● **Entries supplied**:
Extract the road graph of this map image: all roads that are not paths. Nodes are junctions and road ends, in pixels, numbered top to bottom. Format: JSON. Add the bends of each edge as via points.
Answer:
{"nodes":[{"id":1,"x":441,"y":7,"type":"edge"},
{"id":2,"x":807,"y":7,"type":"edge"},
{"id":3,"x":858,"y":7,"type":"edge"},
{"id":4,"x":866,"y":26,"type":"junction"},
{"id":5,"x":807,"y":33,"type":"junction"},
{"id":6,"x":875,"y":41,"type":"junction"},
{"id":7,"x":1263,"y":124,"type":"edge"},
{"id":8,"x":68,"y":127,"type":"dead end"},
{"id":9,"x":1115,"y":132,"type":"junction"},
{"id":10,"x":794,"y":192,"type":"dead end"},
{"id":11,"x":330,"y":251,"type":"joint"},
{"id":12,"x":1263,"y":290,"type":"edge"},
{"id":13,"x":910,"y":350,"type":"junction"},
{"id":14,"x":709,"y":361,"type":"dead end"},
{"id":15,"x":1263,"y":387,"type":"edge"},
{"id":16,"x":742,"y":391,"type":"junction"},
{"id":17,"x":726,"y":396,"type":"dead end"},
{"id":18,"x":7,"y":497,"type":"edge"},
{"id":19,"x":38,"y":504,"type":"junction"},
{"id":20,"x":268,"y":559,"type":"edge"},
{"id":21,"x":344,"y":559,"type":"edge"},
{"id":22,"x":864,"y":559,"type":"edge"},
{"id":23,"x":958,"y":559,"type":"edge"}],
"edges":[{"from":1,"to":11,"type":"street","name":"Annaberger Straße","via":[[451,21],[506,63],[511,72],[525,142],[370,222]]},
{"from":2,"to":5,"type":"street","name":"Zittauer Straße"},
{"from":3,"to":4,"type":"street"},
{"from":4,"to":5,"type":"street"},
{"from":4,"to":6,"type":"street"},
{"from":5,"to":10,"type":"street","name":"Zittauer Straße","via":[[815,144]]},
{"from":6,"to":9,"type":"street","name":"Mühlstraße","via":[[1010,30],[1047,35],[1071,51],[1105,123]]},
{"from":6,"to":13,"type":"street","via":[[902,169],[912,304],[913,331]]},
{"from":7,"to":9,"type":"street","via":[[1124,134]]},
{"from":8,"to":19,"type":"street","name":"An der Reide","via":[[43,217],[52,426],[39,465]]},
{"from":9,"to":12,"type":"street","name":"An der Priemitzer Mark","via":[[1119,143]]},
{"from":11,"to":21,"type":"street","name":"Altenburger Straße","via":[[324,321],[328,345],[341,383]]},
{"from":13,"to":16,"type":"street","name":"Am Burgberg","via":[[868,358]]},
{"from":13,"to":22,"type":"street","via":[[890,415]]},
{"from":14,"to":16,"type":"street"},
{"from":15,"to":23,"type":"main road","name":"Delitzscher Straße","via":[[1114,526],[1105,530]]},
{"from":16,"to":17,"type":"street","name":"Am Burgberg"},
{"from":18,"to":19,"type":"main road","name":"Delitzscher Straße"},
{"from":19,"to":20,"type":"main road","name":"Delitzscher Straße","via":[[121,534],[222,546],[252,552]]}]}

● **The problem**: Every line in the listing above should be repeated exactly.

● **Task solution**:
Extract the road graph of this map image: all roads that are not paths. Nodes are junctions and road ends, in pixels, numbered top to bottom. Format: JSON. Add the bends of each edge as via points.
Answer:
{"nodes":[{"id":1,"x":441,"y":7,"type":"edge"},
{"id":2,"x":807,"y":7,"type":"edge"},
{"id":3,"x":858,"y":7,"type":"edge"},
{"id":4,"x":866,"y":26,"type":"junction"},
{"id":5,"x":807,"y":33,"type":"junction"},
{"id":6,"x":875,"y":41,"type":"junction"},
{"id":7,"x":1263,"y":124,"type":"edge"},
{"id":8,"x":68,"y":127,"type":"dead end"},
{"id":9,"x":1115,"y":132,"type":"junction"},
{"id":10,"x":794,"y":192,"type":"dead end"},
{"id":11,"x":330,"y":251,"type":"joint"},
{"id":12,"x":1263,"y":290,"type":"edge"},
{"id":13,"x":910,"y":350,"type":"junction"},
{"id":14,"x":709,"y":361,"type":"dead end"},
{"id":15,"x":1263,"y":387,"type":"edge"},
{"id":16,"x":742,"y":391,"type":"junction"},
{"id":17,"x":726,"y":396,"type":"dead end"},
{"id":18,"x":7,"y":497,"type":"edge"},
{"id":19,"x":38,"y":504,"type":"junction"},
{"id":20,"x":268,"y":559,"type":"edge"},
{"id":21,"x":344,"y":559,"type":"edge"},
{"id":22,"x":864,"y":559,"type":"edge"},
{"id":23,"x":958,"y":559,"type":"edge"}],
"edges":[{"from":1,"to":11,"type":"street","name":"Annaberger Straße","via":[[451,21],[506,63],[511,72],[525,142],[370,222]]},
{"from":2,"to":5,"type":"street","name":"Zittauer Straße"},
{"from":3,"to":4,"type":"street"},
{"from":4,"to":5,"type":"street"},
{"from":4,"to":6,"type":"street"},
{"from":5,"to":10,"type":"street","name":"Zittauer Straße","via":[[815,144]]},
{"from":6,"to":9,"type":"street","name":"Mühlstraße","via":[[1010,30],[1047,35],[1071,51],[1105,123]]},
{"from":6,"to":13,"type":"street","via":[[902,169],[912,304],[913,331]]},
{"from":7,"to":9,"type":"street","via":[[1124,134]]},
{"from":8,"to":19,"type":"street","name":"An der Reide","via":[[43,217],[52,426],[39,465]]},
{"from":9,"to":12,"type":"street","name":"An der Priemitzer Mark","via":[[1119,143]]},
{"from":11,"to":21,"type":"street","name":"Altenburger Straße","via":[[324,321],[328,345],[341,383]]},
{"from":13,"to":16,"type":"street","name":"Am Burgberg","via":[[868,358]]},
{"from":13,"to":22,"type":"street","via":[[890,415]]},
{"from":14,"to":16,"type":"street"},
{"from":15,"to":23,"type":"main road","name":"Delitzscher Straße","via":[[1114,526],[1105,530]]},
{"from":16,"to":17,"type":"street","name":"Am Burgberg"},
{"from":18,"to":19,"type":"main road","name":"Delitzscher Straße"},
{"from":19,"to":20,"type":"main road","name":"Delitzscher Straße","via":[[121,534],[222,546],[252,552]]}]}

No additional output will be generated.